1. This site uses cookies. By continuing to use this site, you are agreeing to our use of cookies. Learn More.
  2. If you had a PIAF Forum account in the vBulletin days, log in with your old credentials. Otherwise, sign up again and we'll get you back in business as soon as we can.
  3. A serious FreePBX vulnerability has been reported. Update your Framework Module immediately. Click here for details.

PIONEERS Exploring Speech to Text

Discussion in 'Developers' Corner' started by wardmundy, Jan 12, 2012.

  1. ghurty Senior Member

    This googletts sounds better then Allision!

    I have been fooling around with it, however when I try to pass on a number, instead of reading it out as a whole number (one thousand five hundred and forty five), it reads out the individual digits.

    Any suggestions?

    Thanks
  2. wardmundy Nerd Uno

  3. lzaf Guru

    For numbers up to 9 digits the engine will read it as a whole number (eg 284956286 will be read like "two hundred eighty-four million four hundred ninety-five thousand two hundred eighty-five").
    For more than 9 digits it will read each digit individually.
    (eg 1284956286 will be read like "one two eight four nine five ... etc)

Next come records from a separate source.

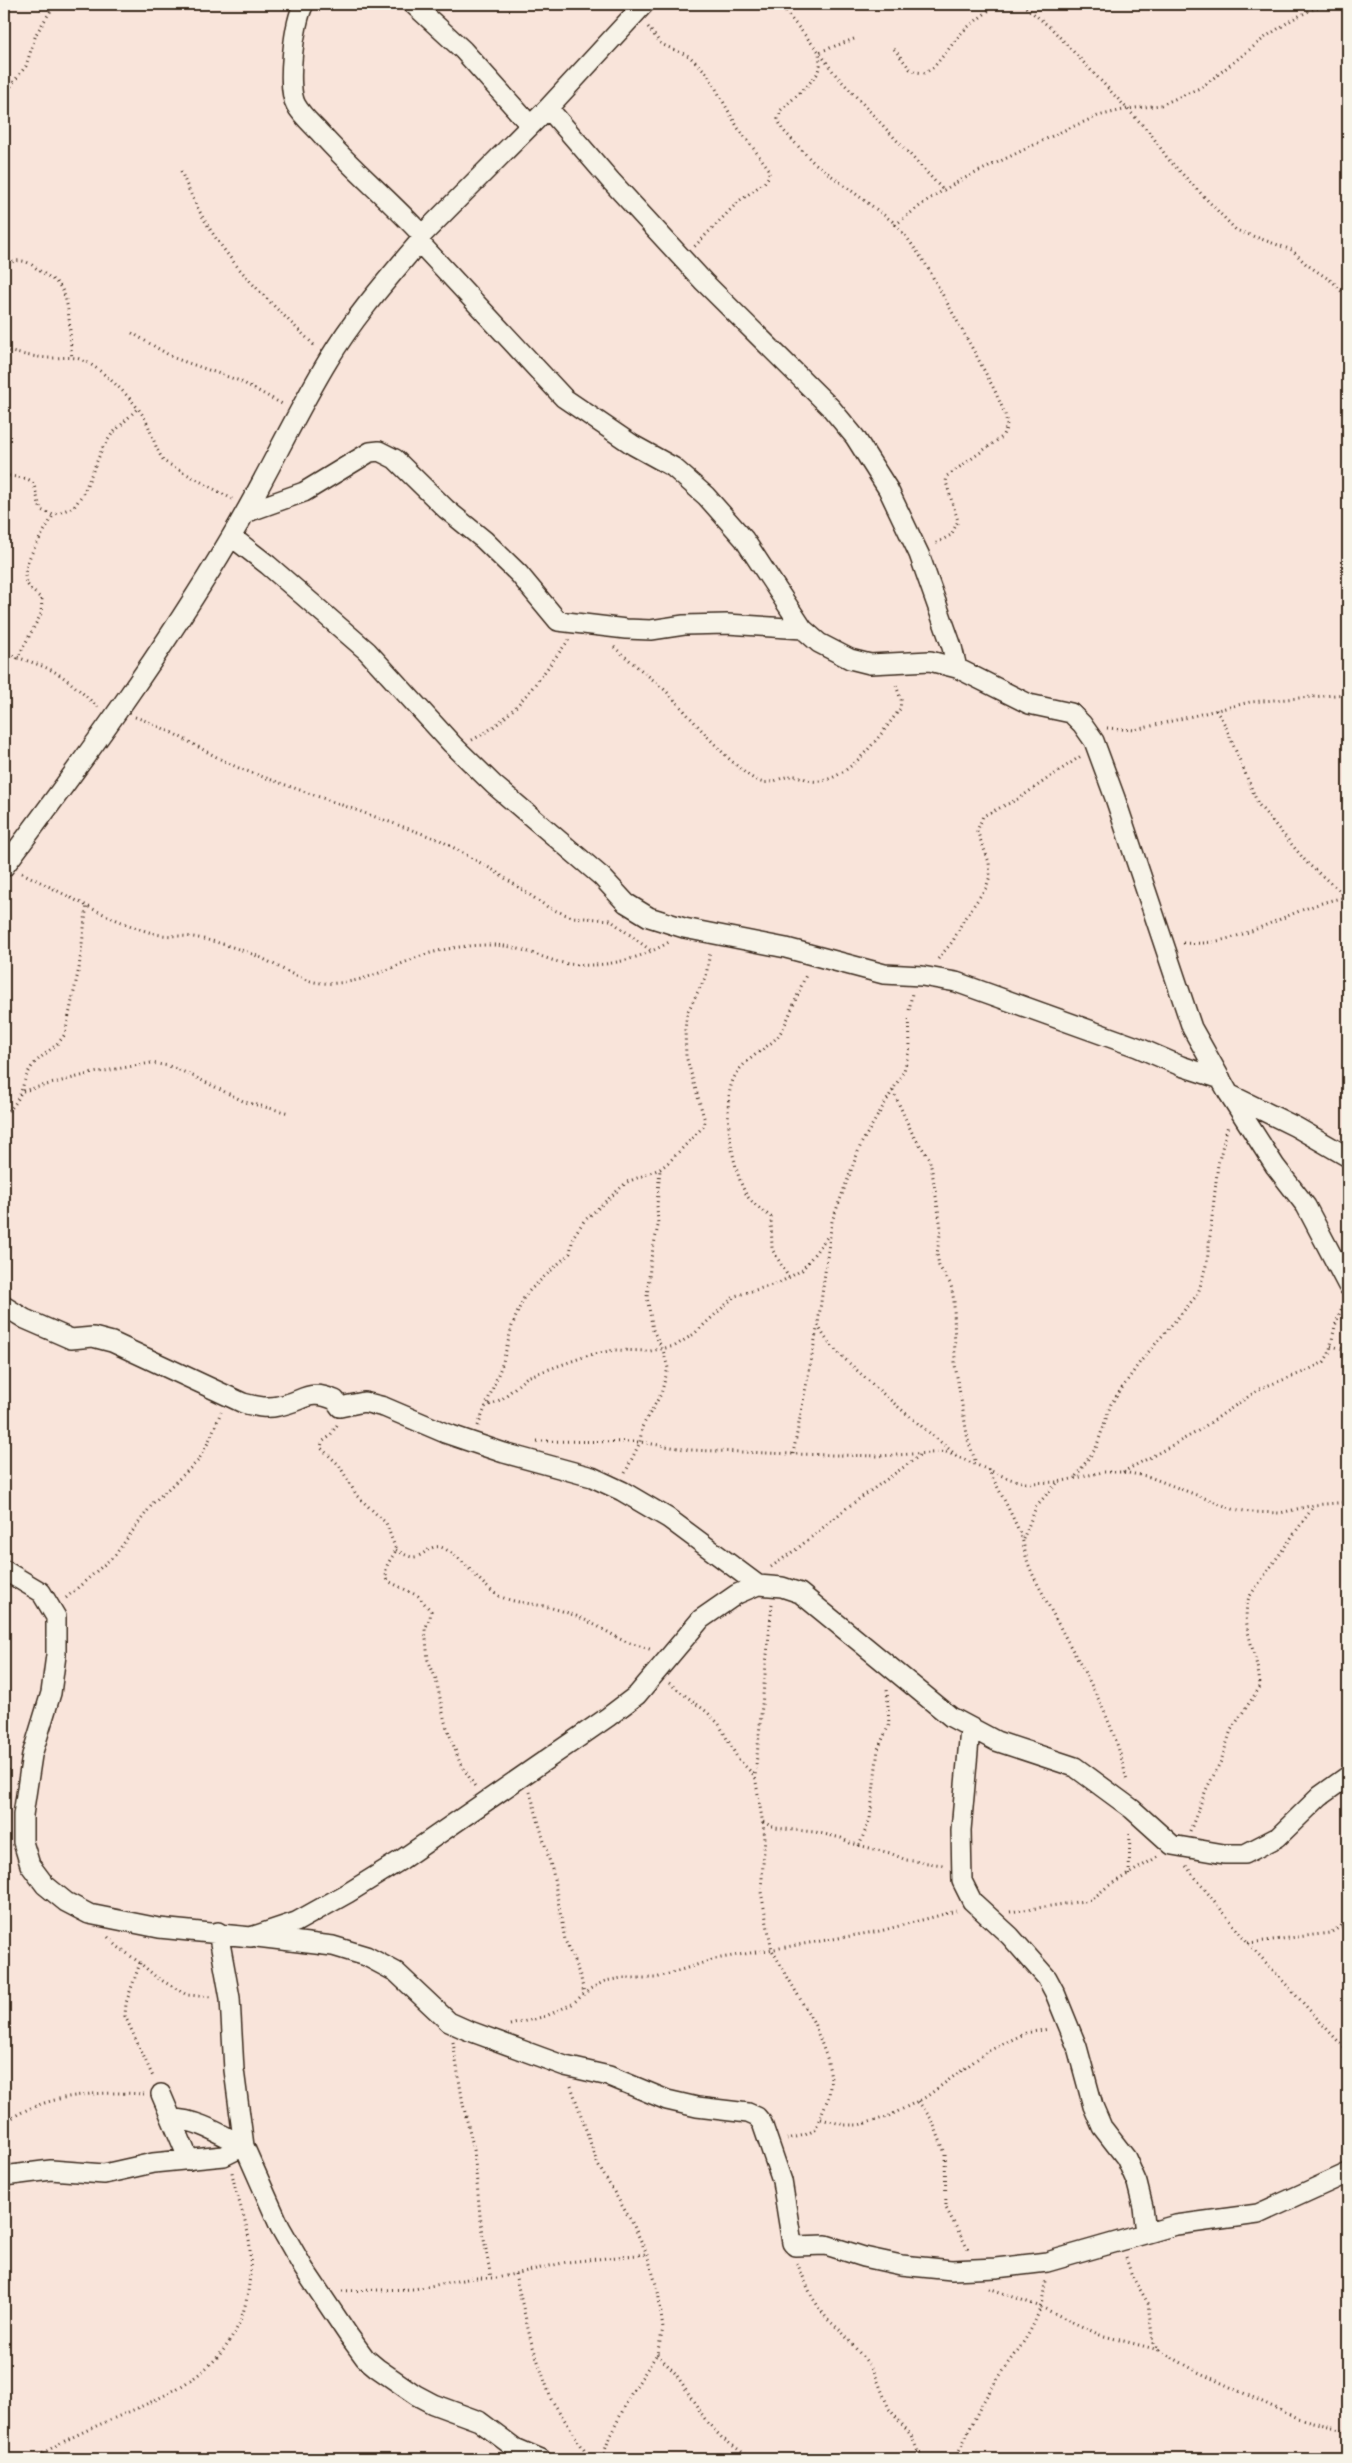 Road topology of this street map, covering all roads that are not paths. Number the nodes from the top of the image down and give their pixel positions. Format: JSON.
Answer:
{"nodes":[{"id":1,"x":304,"y":4,"type":"edge"},
{"id":2,"x":413,"y":4,"type":"edge"},
{"id":3,"x":641,"y":6,"type":"edge"},
{"id":4,"x":548,"y":108,"type":"junction"},
{"id":5,"x":530,"y":125,"type":"junction"},
{"id":6,"x":421,"y":238,"type":"junction"},
{"id":7,"x":247,"y":510,"type":"junction"},
{"id":8,"x":232,"y":537,"type":"junction"},
{"id":9,"x":804,"y":629,"type":"junction"},
{"id":10,"x":957,"y":668,"type":"junction"},
{"id":11,"x":4,"y":866,"type":"edge"},
{"id":12,"x":1229,"y":1093,"type":"junction"},
{"id":13,"x":1348,"y":1157,"type":"edge"},
{"id":14,"x":1347,"y":1293,"type":"edge"},
{"id":15,"x":4,"y":1306,"type":"edge"},
{"id":16,"x":4,"y":1570,"type":"edge"},
{"id":17,"x":761,"y":1583,"type":"junction"},
{"id":18,"x":970,"y":1729,"type":"junction"},
{"id":19,"x":1348,"y":1776,"type":"edge"},
{"id":20,"x":218,"y":1932,"type":"junction"},
{"id":21,"x":251,"y":1937,"type":"junction"},
{"id":22,"x":161,"y":2094,"type":"road end"},
{"id":23,"x":172,"y":2120,"type":"junction"},
{"id":24,"x":238,"y":2150,"type":"junction"},
{"id":25,"x":189,"y":2160,"type":"junction"},
{"id":26,"x":1348,"y":2173,"type":"edge"},
{"id":27,"x":4,"y":2176,"type":"edge"},
{"id":28,"x":1146,"y":2233,"type":"junction"},
{"id":29,"x":542,"y":2459,"type":"edge"}],
"edges":[{"from":1,"to":6,"type":"street"},
{"from":2,"to":5,"type":"street"},
{"from":3,"to":4,"type":"street"},
{"from":4,"to":5,"type":"street"},
{"from":4,"to":10,"type":"street"},
{"from":5,"to":6,"type":"street"},
{"from":6,"to":7,"type":"street"},
{"from":6,"to":9,"type":"street"},
{"from":7,"to":8,"type":"street"},
{"from":7,"to":9,"type":"street"},
{"from":8,"to":11,"type":"street"},
{"from":8,"to":12,"type":"street"},
{"from":9,"to":10,"type":"street"},
{"from":10,"to":12,"type":"street"},
{"from":12,"to":13,"type":"street"},
{"from":12,"to":14,"type":"street"},
{"from":15,"to":17,"type":"street"},
{"from":16,"to":20,"type":"street"},
{"from":17,"to":18,"type":"street"},
{"from":17,"to":21,"type":"street"},
{"from":18,"to":19,"type":"street"},
{"from":18,"to":28,"type":"street"},
{"from":20,"to":21,"type":"street"},
{"from":20,"to":24,"type":"street"},
{"from":21,"to":28,"type":"street"},
{"from":22,"to":23,"type":"street"},
{"from":23,"to":24,"type":"street"},
{"from":23,"to":25,"type":"street"},
{"from":24,"to":25,"type":"street"},
{"from":24,"to":29,"type":"street"},
{"from":25,"to":27,"type":"street"},
{"from":26,"to":28,"type":"street"}]}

    This is something that cannot be tuned as far as i know.
  4. wardmundy Nerd Uno

    Try this approach. Add a colon or space between digits for normal cadence, or add a colon and a comma for a pause after a digit is spoken. In a future version of googletts.agi, perhaps a syntax could be added to handle this automagically, e.g. "[843-123-4567]" or "[8431234567]" would actually send Google the string as shown below. This gets a little more complex with international dialing obviously. If you're grabbing a CallerID number and passing it to this AGI script, then you obviously want to pass the CallerID number in the way it was received (which is typically all digits with no punctuation).

    Code:
    exten => 444,n,agi(googletts.agi,"8 4 3:,1:2:3:,4:5:6:7",en)
  5. sukasem Guru

    Hi,
    Anyway that asterisk-speech-recog script will take both key in digit and voice input as well.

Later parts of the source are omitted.